Please report each line of the data below that contains "main".

════

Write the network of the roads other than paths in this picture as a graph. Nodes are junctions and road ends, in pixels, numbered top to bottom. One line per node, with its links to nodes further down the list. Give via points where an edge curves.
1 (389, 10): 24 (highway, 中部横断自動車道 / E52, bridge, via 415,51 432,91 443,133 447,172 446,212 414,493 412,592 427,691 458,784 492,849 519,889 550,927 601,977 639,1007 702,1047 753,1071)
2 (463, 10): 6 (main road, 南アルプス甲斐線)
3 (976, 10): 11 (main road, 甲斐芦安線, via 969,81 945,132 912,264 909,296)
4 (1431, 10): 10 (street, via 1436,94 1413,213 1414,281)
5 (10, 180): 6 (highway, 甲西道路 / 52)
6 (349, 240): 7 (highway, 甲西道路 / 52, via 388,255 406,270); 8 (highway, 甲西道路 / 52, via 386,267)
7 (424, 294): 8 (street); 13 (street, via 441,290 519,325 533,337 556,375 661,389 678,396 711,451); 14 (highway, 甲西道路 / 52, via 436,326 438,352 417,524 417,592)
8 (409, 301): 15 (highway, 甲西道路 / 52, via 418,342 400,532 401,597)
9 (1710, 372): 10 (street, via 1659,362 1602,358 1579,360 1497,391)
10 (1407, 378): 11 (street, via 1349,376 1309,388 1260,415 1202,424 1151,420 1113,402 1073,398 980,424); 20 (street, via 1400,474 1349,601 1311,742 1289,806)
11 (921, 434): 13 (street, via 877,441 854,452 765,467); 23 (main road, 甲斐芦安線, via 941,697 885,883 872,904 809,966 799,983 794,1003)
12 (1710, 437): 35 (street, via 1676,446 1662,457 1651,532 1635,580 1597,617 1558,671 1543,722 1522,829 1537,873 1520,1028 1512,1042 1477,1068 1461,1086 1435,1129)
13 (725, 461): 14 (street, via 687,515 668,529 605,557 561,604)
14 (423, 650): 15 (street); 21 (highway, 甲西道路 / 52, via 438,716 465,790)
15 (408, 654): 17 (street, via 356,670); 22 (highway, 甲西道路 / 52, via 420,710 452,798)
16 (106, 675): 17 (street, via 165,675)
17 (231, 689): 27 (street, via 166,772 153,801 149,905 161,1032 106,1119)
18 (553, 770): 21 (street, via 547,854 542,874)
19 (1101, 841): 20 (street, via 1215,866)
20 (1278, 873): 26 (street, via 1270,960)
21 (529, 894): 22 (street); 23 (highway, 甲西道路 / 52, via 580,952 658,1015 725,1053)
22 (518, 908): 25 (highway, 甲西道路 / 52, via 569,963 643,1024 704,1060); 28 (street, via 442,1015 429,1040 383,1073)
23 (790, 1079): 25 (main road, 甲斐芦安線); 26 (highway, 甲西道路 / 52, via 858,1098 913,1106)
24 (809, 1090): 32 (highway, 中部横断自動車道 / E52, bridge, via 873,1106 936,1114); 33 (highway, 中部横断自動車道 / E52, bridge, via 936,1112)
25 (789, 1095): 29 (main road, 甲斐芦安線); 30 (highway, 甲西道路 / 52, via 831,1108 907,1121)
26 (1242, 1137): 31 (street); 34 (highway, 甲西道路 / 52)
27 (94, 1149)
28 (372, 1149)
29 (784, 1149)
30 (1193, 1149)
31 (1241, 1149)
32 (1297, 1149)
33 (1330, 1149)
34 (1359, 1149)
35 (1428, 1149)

════

FINISHED EXERCISE ▸
2 (463, 10): 6 (main road, 南アルプス甲斐線)
3 (976, 10): 11 (main road, 甲斐芦安線, via 969,81 945,132 912,264 909,296)
11 (921, 434): 13 (street, via 877,441 854,452 765,467); 23 (main road, 甲斐芦安線, via 941,697 885,883 872,904 809,966 799,983 794,1003)
23 (790, 1079): 25 (main road, 甲斐芦安線); 26 (highway, 甲西道路 / 52, via 858,1098 913,1106)
25 (789, 1095): 29 (main road, 甲斐芦安線); 30 (highway, 甲西道路 / 52, via 831,1108 907,1121)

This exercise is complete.